I return the sad quirk of his mouth as he shoves his dark little secret deep down again and balls up the canary colored silk to toss it in the wicker basket that needs to be taken to laundry. It unfurls as it sails through the air. “I’ve told you mine… what are you so ashamed of?”

“I…” I swallow around my fear. “I haven’t told him about Alec.”

“Oh.” His eyes widen. His lips part. “O-oh.”

“They hate each other,” I whisper.

“I know.” Adira’s eyes stay comically large, not that any of this is funny. “I read the gossip sites. You haven’t told him?
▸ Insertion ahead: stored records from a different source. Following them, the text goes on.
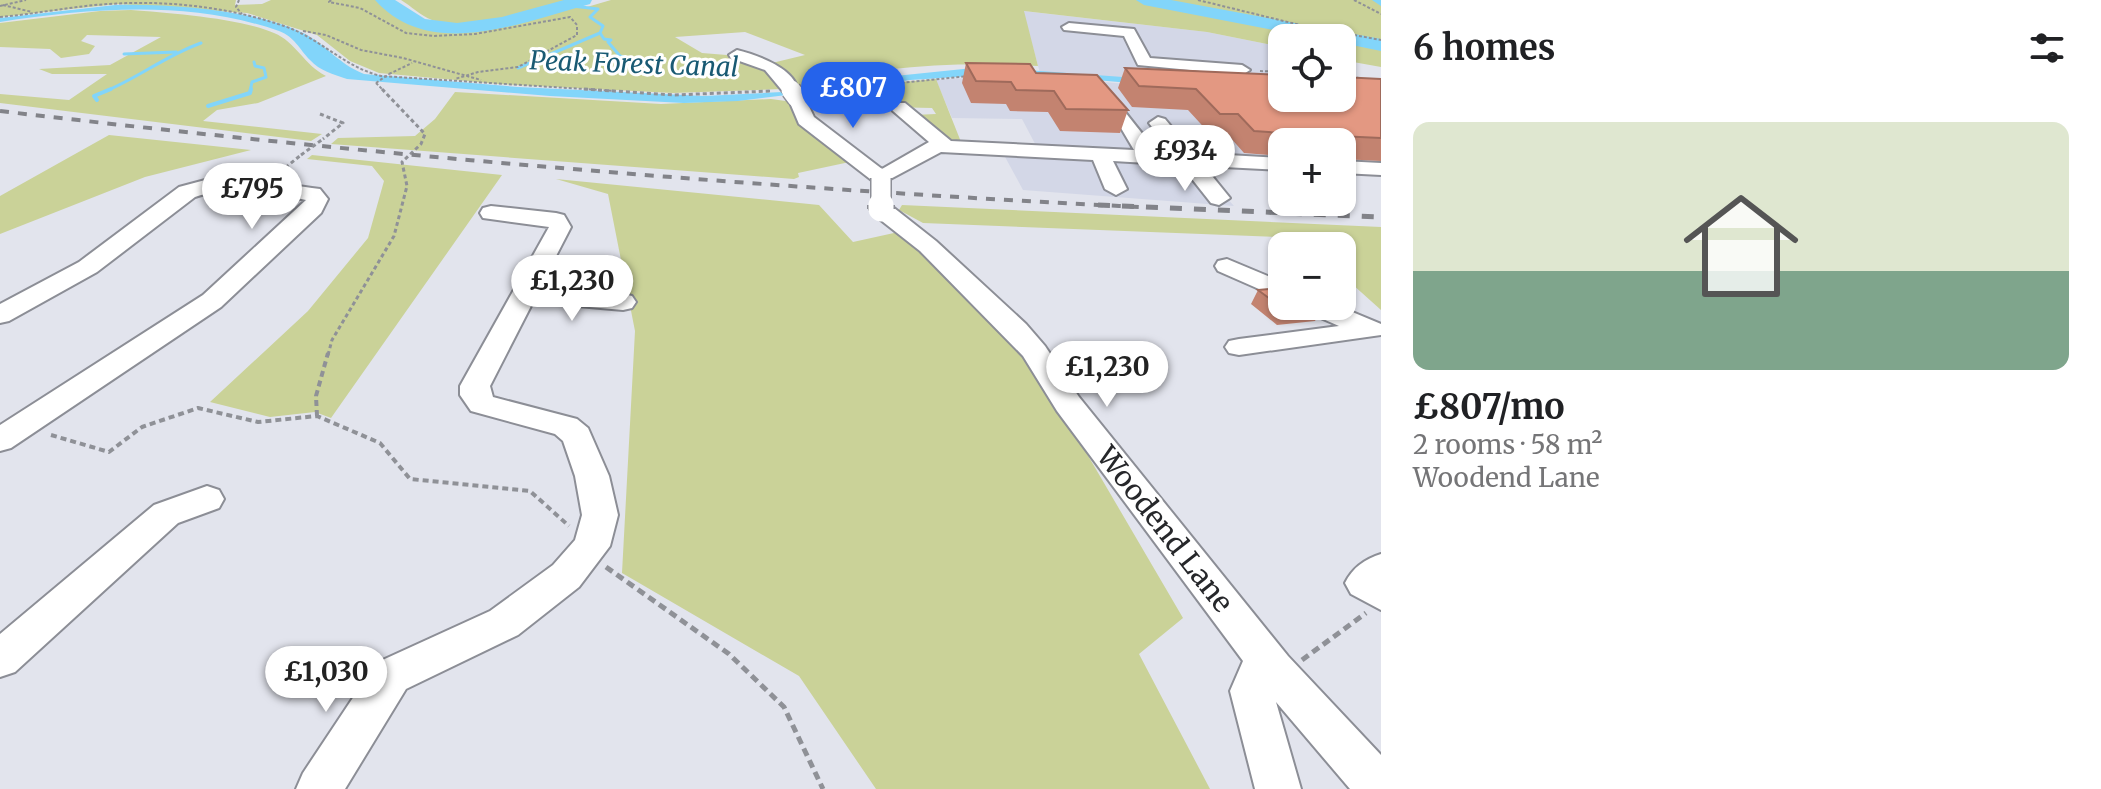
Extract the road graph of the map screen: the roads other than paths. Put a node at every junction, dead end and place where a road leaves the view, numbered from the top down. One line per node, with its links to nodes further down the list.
1 (1069, 27): 3 (street)
2 (737, 55): 15 (street, Woodend Lane)
3 (1242, 70)
4 (1084, 88): 9 (street)
5 (899, 107): 7 (street)
6 (1158, 123): 10 (street)
7 (941, 146): 8 (street); 15 (street)
8 (1100, 154): 9 (street); 14 (street)
9 (1153, 157): 10 (street)
10 (1185, 159): 11 (street); 16 (street)
11 (1268, 163)
12 (1356, 168): 13 (street)
13 (1380, 169)
14 (1116, 189)
15 (881, 193): 29 (street, Woodend Lane)
16 (1219, 198)
17 (491, 213): 20 (street)
18 (1227, 266): 19 (street)
19 (1268, 285)
20 (526, 294): 21 (street); 30 (street)
21 (623, 302)
22 (0, 315): 26 (street)
23 (1348, 320): 24 (street)
24 (1376, 332): 25 (street)
25 (1239, 347)
26 (6, 436)
27 (207, 499): 28 (street)
28 (0, 659)
29 (1273, 669): 31 (street); 32 (street, Woodend Lane)
30 (319, 789)
31 (1278, 789)
32 (1381, 789)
I thought for sure…”

“We fell so fast… one minute I was Uma…the next…” Rogue was telling me he had feelings for me, and Alec was promising to hurt my best friend if I didn’t spy for him. What was I supposed to do?

“You have to tell him,” Adira urges.

“I want to. But it never feels like the right time… and the longer I wait the harder it seems to be. I’m terrified. He’s going to hate me.”

“Bullshit,” he says.

“You don’t understand.” I grimace. I can feel it. The way my heart threatens to break…he won’t forgive me for this.

“I just told you my entire story. You don’t get to tell me I don’t understand.” He shakes me. “You are going to tell him everything.”

“He’s going to be angry.”

“Of course he’s going to be angry. But you knew that already.” He sighs. “You cannot spend the rest of your life avoiding conflict because it’s uncomfortable.”

“That’s not—”

“Oh, it isn’t?” He stares me down.

“Okay, fine.” I breathe in the truth. I’ve spent all my life trying to keep the peace with Nicole. With Alec. Just like my dad did. Just like my dad taught me. “It’s a little that.”